0
Votes

McLean Hosts Indoor Color Guard Competition

For about six hours on Saturday, the gymnasium at McLean High School became a stage for performances winter color guards from high school bands from Northern Virginia and beyond.

On Jan. 31, more than 25 “winter guard” groups competed before friends, family, and five judges who were parsing their performances to come up with an overall score based on their presentation, fundamentals, and ensemble performance.

Known among students as “winter guard,” the competition has grown more popular and more complex in the last 30 years, said Eduardo Martinez, one of the staff instructors for McLean’s eight-member performance group.

“It’s a fusion,” Martinez said. “The origins go back to VFW military honor guards.
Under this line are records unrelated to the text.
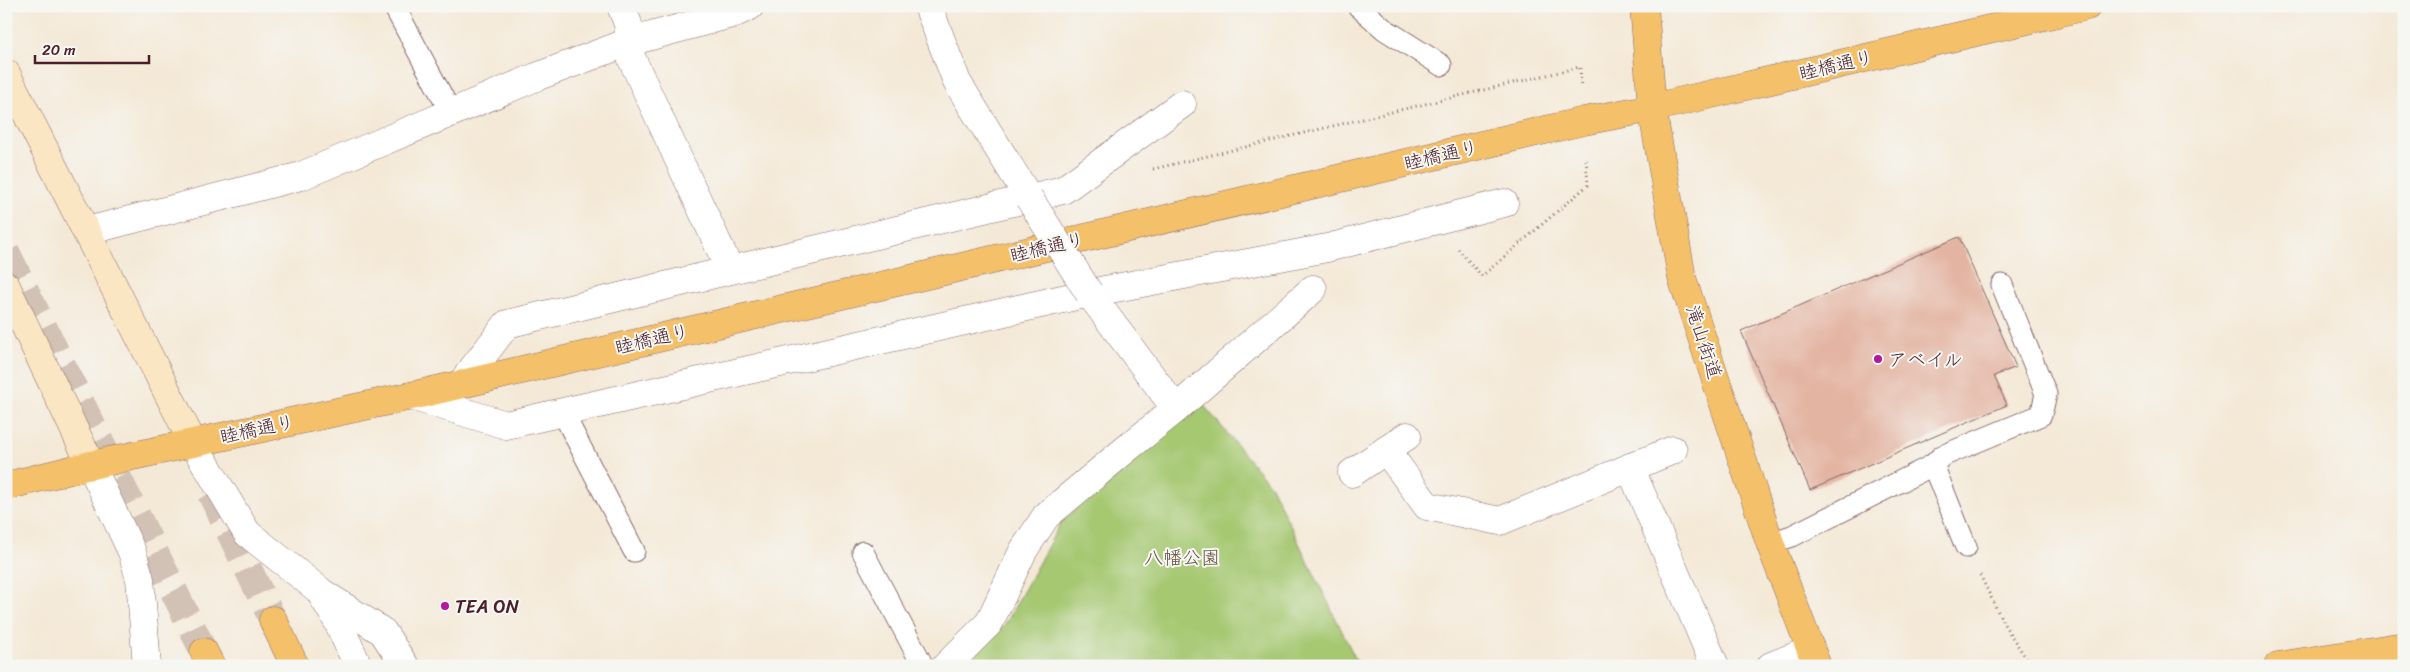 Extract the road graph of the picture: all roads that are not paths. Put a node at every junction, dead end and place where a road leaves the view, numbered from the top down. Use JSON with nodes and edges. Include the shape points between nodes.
{"nodes":[{"id":1,"x":394,"y":6,"type":"edge"},
{"id":2,"x":621,"y":6,"type":"edge"},
{"id":3,"x":750,"y":6,"type":"edge"},
{"id":4,"x":928,"y":6,"type":"edge"},
{"id":5,"x":1358,"y":6,"type":"edge"},
{"id":6,"x":1644,"y":6,"type":"edge"},
{"id":7,"x":2086,"y":6,"type":"edge"},
{"id":8,"x":629,"y":42,"type":"junction"},
{"id":9,"x":1441,"y":65,"type":"dead end"},
{"id":10,"x":6,"y":73,"type":"edge"},
{"id":11,"x":1182,"y":104,"type":"dead end"},
{"id":12,"x":1652,"y":108,"type":"junction"},
{"id":13,"x":451,"y":113,"type":"junction"},
{"id":14,"x":1029,"y":198,"type":"junction"},
{"id":15,"x":1504,"y":204,"type":"dead end"},
{"id":16,"x":87,"y":231,"type":"junction"},
{"id":17,"x":730,"y":270,"type":"junction"},
{"id":18,"x":2002,"y":285,"type":"dead end"},
{"id":19,"x":6,"y":286,"type":"edge"},
{"id":20,"x":1313,"y":289,"type":"dead end"},
{"id":21,"x":1089,"y":293,"type":"junction"},
{"id":22,"x":461,"y":384,"type":"junction"},
{"id":23,"x":411,"y":396,"type":"junction"},
{"id":24,"x":1176,"y":409,"type":"junction"},
{"id":25,"x":563,"y":412,"type":"junction"},
{"id":26,"x":193,"y":443,"type":"junction"},
{"id":27,"x":1673,"y":450,"type":"dead end"},
{"id":28,"x":91,"y":465,"type":"junction"},
{"id":29,"x":1933,"y":465,"type":"junction"},
{"id":30,"x":1630,"y":467,"type":"junction"},
{"id":31,"x":1352,"y":473,"type":"dead end"},
{"id":32,"x":6,"y":486,"type":"edge"},
{"id":33,"x":1770,"y":543,"type":"junction"},
{"id":34,"x":1966,"y":547,"type":"road end"},
{"id":35,"x":634,"y":550,"type":"dead end"},
{"id":36,"x":863,"y":552,"type":"dead end"},
{"id":37,"x":319,"y":590,"type":"junction"},
{"id":38,"x":274,"y":620,"type":"tunnel mouth"},
{"id":39,"x":2404,"y":646,"type":"edge"},
{"id":40,"x":1814,"y":658,"type":"edge"},
{"id":41,"x":147,"y":666,"type":"edge"},
{"id":42,"x":296,"y":666,"type":"edge"},
{"id":43,"x":358,"y":666,"type":"edge"},
{"id":44,"x":405,"y":666,"type":"edge"},
{"id":45,"x":923,"y":666,"type":"edge"},
{"id":46,"x":946,"y":666,"type":"edge"},
{"id":47,"x":1715,"y":666,"type":"edge"},
{"id":48,"x":1772,"y":666,"type":"edge"},
{"id":49,"x":2278,"y":666,"type":"edge"}],
"edges":[{"from":1,"to":13,"type":"lane"},
{"from":2,"to":8,"type":"street","via":[[628,24]]},
{"from":3,"to":8,"type":"street"},
{"from":4,"to":14,"type":"street","via":[[957,82]]},
{"from":5,"to":9,"type":"lane","via":[[1384,29]]},
{"from":6,"to":12,"type":"main road","name":"滝山街道"},
{"from":7,"to":12,"type":"main road","name":"睦橋通り"},
{"from":8,"to":13,"type":"street"},
{"from":8,"to":17,"type":"street","via":[[631,57]]},
{"from":10,"to":16,"type":"street"},
{"from":11,"to":14,"type":"street","via":[[1063,190]]},
{"from":12,"to":22,"type":"main road","name":"睦橋通り","via":[[1584,121]]},
{"from":12,"to":33,"type":"main road","name":"滝山街道","via":[[1682,278]]},
{"from":13,"to":16,"type":"street","via":[[301,176]]},
{"from":14,"to":17,"type":"street"},
{"from":14,"to":21,"type":"street","bridge":true},
{"from":15,"to":21,"type":"street","via":[[1327,248]]},
{"from":16,"to":26,"type":"street"},
{"from":17,"to":22,"type":"street","via":[[507,324]]},
{"from":18,"to":29,"type":"lane","via":[[2046,394],[2041,415],[1942,456]]},
{"from":19,"to":28,"type":"street"},
{"from":20,"to":24,"type":"street"},
{"from":21,"to":24,"type":"street"},
{"from":21,"to":25,"type":"street"},
{"from":22,"to":23,"type":"main road","name":"睦橋通り"},
{"from":23,"to":25,"type":"street","via":[[506,425]]},
{"from":23,"to":26,"type":"main road","name":"睦橋通り"},
{"from":24,"to":46,"type":"street","via":[[1046,516],[1023,551],[990,624]]},
{"from":25,"to":35,"type":"lane"},
{"from":26,"to":28,"type":"main road","name":"睦橋通り"},
{"from":26,"to":37,"type":"street","via":[[247,533]]},
{"from":27,"to":30,"type":"street"},
{"from":28,"to":32,"type":"main road","name":"睦橋通り"},
{"from":28,"to":41,"type":"street","via":[[132,552],[140,579]]},
{"from":29,"to":33,"type":"lane","via":[[1792,536]]},
{"from":29,"to":34,"type":"lane"},
{"from":30,"to":31,"type":"street","via":[[1500,521],[1427,506],[1396,443]]},
{"from":30,"to":47,"type":"street"},
{"from":33,"to":40,"type":"main road","name":"滝山街道"},
{"from":36,"to":45,"type":"lane"},
{"from":37,"to":43,"type":"street"},
{"from":37,"to":44,"type":"street","via":[[383,632]]},
{"from":38,"to":42,"type":"main road"},
{"from":39,"to":49,"type":"main road"},
{"from":40,"to":48,"type":"street"}]} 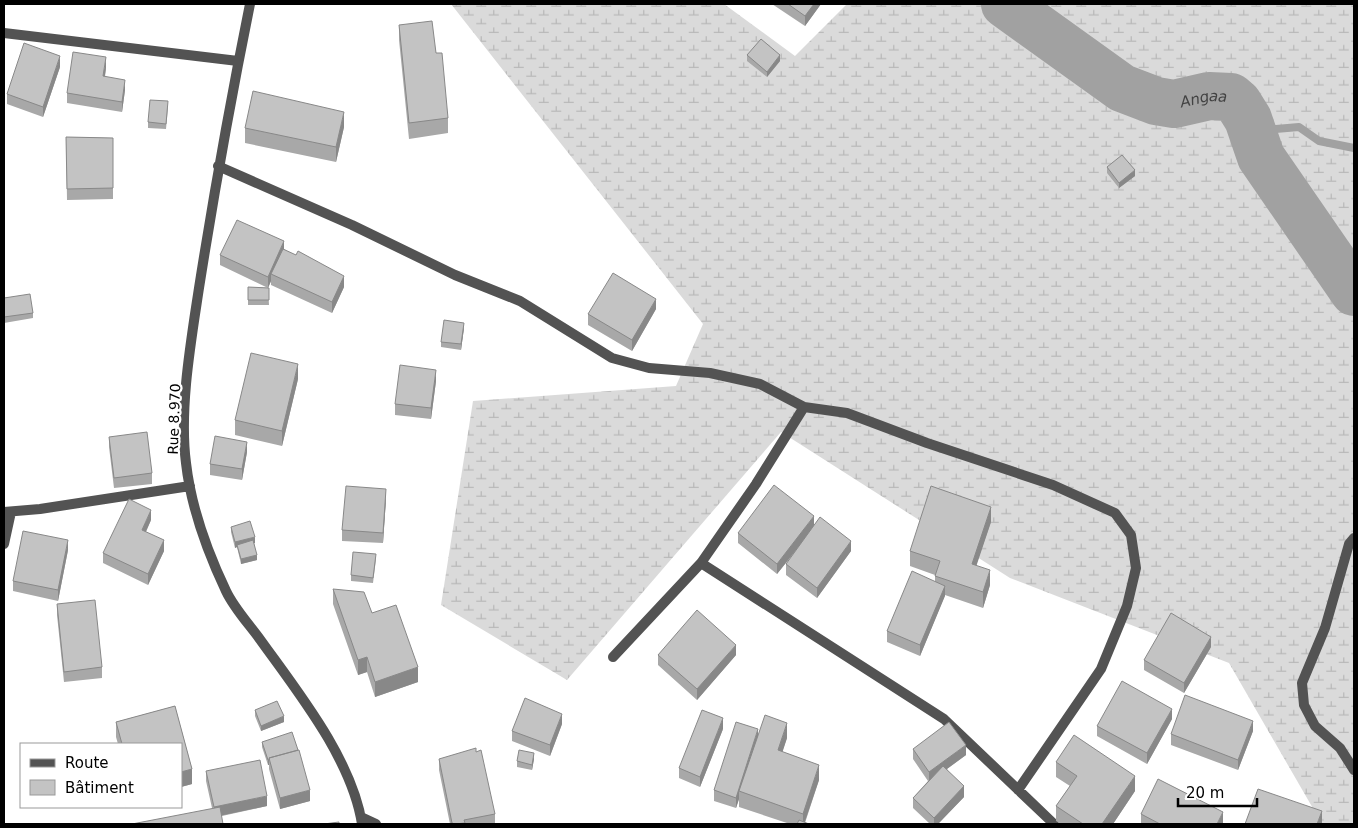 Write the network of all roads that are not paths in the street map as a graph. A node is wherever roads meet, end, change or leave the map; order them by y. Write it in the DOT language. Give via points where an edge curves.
graph roads {
  1 [pos="250,4"];
  2 [pos="4,33"];
  3 [pos="238,61"];
  4 [pos="218,166"];
  5 [pos="804,407"];
  6 [pos="190,486"];
  7 [pos="8,512"];
  8 [pos="1354,538"];
  9 [pos="4,544"];
  10 [pos="701,563"];
  11 [pos="613,657"];
  12 [pos="1354,770"];
  13 [pos="1018,790"];
  14 [pos="361,821"];
  15 [pos="376,824"];
  16 [pos="1054,824"];
  1 -- 3 [label="street, Rue 8.970"];
  2 -- 3 [label="street"];
  3 -- 4 [label="street, Rue 8.970"];
  4 -- 5 [label="street" via="520,301 612,358 649,368 710,373 760,384"];
  4 -- 6 [label="street, Rue 8.970" via="195,318 184,428"];
  5 -- 10 [label="street"];
  5 -- 13 [label="street" via="847,413 1053,485 1115,513 1131,536 1136,568 1127,606 1101,669"];
  6 -- 7 [label="street"];
  6 -- 14 [label="street, Rue 8.970" via="205,542 228,594 337,754 349,780"];
  7 -- 9 [label="street"];
  8 -- 12 [label="street" via="1349,544 1325,628 1302,682 1304,705 1315,726 1340,748"];
  10 -- 11 [label="street"];
  10 -- 13 [label="street" via="944,719"];
  13 -- 16 [label="street"];
  14 -- 15 [label="street"];
}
Around the 1970s, people started to add more texture to their presentations.

“They would dip the flag, spin it around, and then they tried to toss it.

“It has gone from a paramilitary honor guard presentation format to a marching band drill with the manipulation of equipment,” he said.

Now, guard units still use sabres, guns, and flags as props, but they perform to many different kinds of music in addition to military or marching band music.

Their routines include elements that suggest military precision, the liquidity of modern dance, the drama of theater, and the enthusiasm of cheerleaders.

“It is very much a hybrid,” Martinez said. McLean’s performance includes elements of drama, dance, military, and drill team routines.

All kinds of people take part: color guards combine so many elements that everyone contributes something different.

“It is becoming more common, for guys to take part,” said Martinez.

“They might be interested in throwing a rifle around, but the dance can be intimidating [to boys]. It can be a challenge to start learning movement.”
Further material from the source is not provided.